Lawyer in El Paso
Did you know that:Chapter 13 is commonly used when You have significant equity in a home or other property and you want to keep it.
Did you know that:Chapter 13 is commonly used when You have regular income and can pay your living expenses, but you can't keep up the scheduled payments on your debts.
Did you know that:Since many loan applications ask whether you have ever filed for bankruptcy even after those seven or 10 years are up, bankruptcy follows you around.
Did you know that:Declaring bankruptcy doesn't kill chances of ever getting a loan again, because creditors mostly watch for a few years of good, timely payments on bills. A solid payment history through a low-limit secured credit card is one of the ways to re-establish credit.
Did you know that:Between 1985 and 2008, case rates for public order offenses doubled (from 7.4 to 14.7 per 1,000 juveniles)
Did you know that:Chapter 7 is commonly used when You have little or no money left after paying basic expenses each month—or you're not even meeting basic expenses.
Did you know that:While you can keep your house in Chapter 7, unsecured debt such as credit card debt will be discharged, he said. But debt acquired within 90 days of filing may be excluded — an assurance that you won't go on a shopping spree, which was common under prior bankruptcy laws.
Did you know that:The process for a consumer bankruptcy filing is typically completed in a month or two, but results linger. A Chapter 7 bankruptcy generally remains on your credit report for 10 years from the date of filing, while Chapter 13 can remain for seven years.
Did you know that:Chapter 7 is the most prevalent personal bankruptcy. It includes no repayment plan. Chapter 13 bankruptcy, also known as the "wage earner's plan," allows people with regular income to develop a plan to repay all or part of their debts.
Did you know that:Chapter 7 is commonly used when You have little property except for the basic necessities like furniture and clothing.
Trust agreement - A supplemental settlement agreement which distributes the proceeds in a special way, much as a regular fiduciary trust does. Insurance companies cannot enter into trust agreements.

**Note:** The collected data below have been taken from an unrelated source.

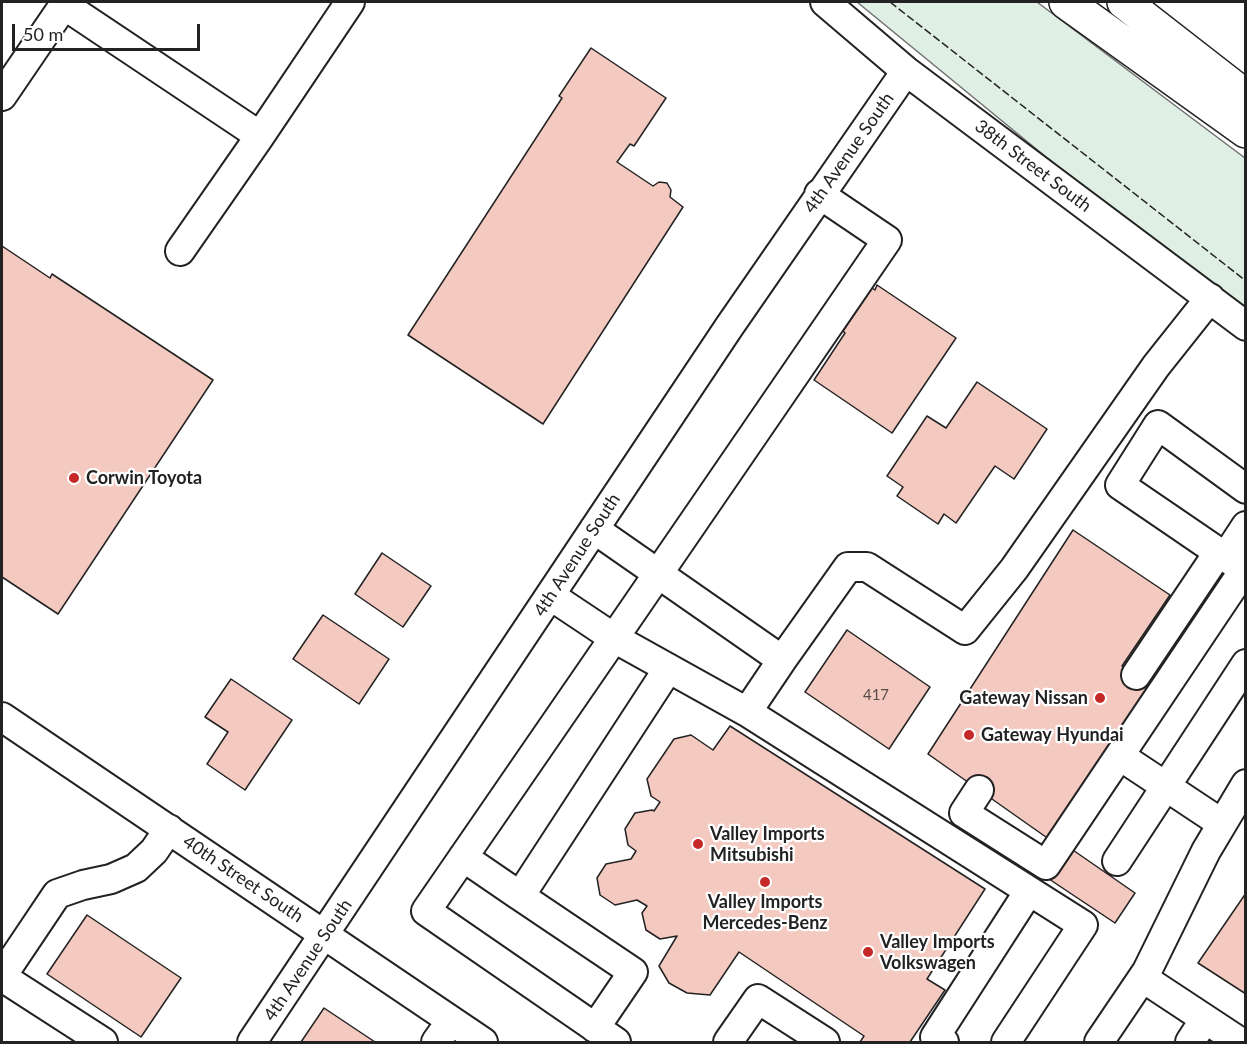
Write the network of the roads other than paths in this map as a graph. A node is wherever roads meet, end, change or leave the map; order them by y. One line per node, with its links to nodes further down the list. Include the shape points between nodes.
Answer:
1 (350, 2): 9 (street)
2 (825, 2): 5 (street, 38th Street South)
3 (1066, 2): 8 (highway)
4 (1124, 2): 7 (highway)
5 (906, 71): 10 (street, 4th Avenue South); 12 (street, 38th Street South)
6 (2, 96): 9 (street, via 64,5)
7 (1245, 97)
8 (1245, 131)
9 (260, 136): 11 (street)
10 (819, 194): 16 (street, 4th Avenue South); 18 (street, via 887,240)
11 (180, 251)
12 (1210, 298): 13 (street, 38th Street South); 21 (street, via 1156,366 1014,569 965,630 867,567 848,567)
13 (1245, 326)
14 (1245, 489): 17 (street, via 1158,425 1120,485)
15 (1245, 526): 17 (street)
16 (594, 530): 18 (street); 19 (street, 4th Avenue South)
17 (1233, 563): 24 (street); 27 (street)
18 (658, 573): 20 (street); 21 (street)
19 (550, 596): 20 (street); 37 (street, 4th Avenue South)
20 (614, 638): 23 (street); 33 (street)
21 (782, 660): 25 (street)
22 (1245, 664): 29 (street)
23 (668, 669): 25 (street); 36 (street)
24 (1136, 675)
25 (747, 712): 35 (street)
26 (2, 717): 32 (street, 40th Street South)
27 (1120, 756): 29 (street); 30 (street, via 1046,865 964,813)
28 (1245, 784): 31 (street)
29 (1166, 786): 31 (street); 34 (street)
30 (980, 790)
31 (1221, 823): 39 (street)
32 (169, 829): 37 (street, 40th Street South); 38 (street, via 136,868 57,894)
33 (463, 857): 36 (street); 42 (street, via 426,911)
34 (1117, 861)
35 (1029, 891): 48 (street, via 935,1037); 49 (street, via 1083,925)
36 (520, 896): 42 (street, via 633,972)
37 (325, 935): 41 (street, 40th Street South); 44 (street, 4th Avenue South)
38 (2, 977): 43 (street)
39 (1143, 978): 40 (street); 50 (street)
40 (1205, 1019): 51 (street); 52 (street)
41 (444, 1032): 45 (street, 40th Street South)
42 (606, 1035)
43 (103, 1042)
44 (252, 1042)
45 (483, 1042)
46 (728, 1042): 47 (street, via 758,999)
47 (825, 1042)
48 (944, 1042)
49 (1006, 1042)
50 (1099, 1042)
51 (1190, 1042)
52 (1240, 1042)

Trips - Trips happen when your foot collides (strikes, hits) an object causing you to lose the balance and eventually fall. Common causes of tripping are: (1) obhstructed view; (2) poor lighting; (3) clutter in your way; (4) wrinkled carpeting; (5) uncovered cables; (6) uneven walking surfaces such as steps
Traumatic brain injury - Damage caused to the human brain as a result of sudden trauma to the head, typically either a sudden or violent blow to the head or a piercing of the skull. Symptoms from TBI may appear to be severe, but many victims of TBI may not exhibit obvious symptoms, or may only experience symptoms days or even weeks after the injury is sustained.
Transcript - The official record or proceedings in a trial or hearing, which is kept by the clerk.
Trier of Fact - The decision maker who will hear the evidence and decide the outcome of a claim. Can be an arbitrator at a hearing, or a judge or jury at trial.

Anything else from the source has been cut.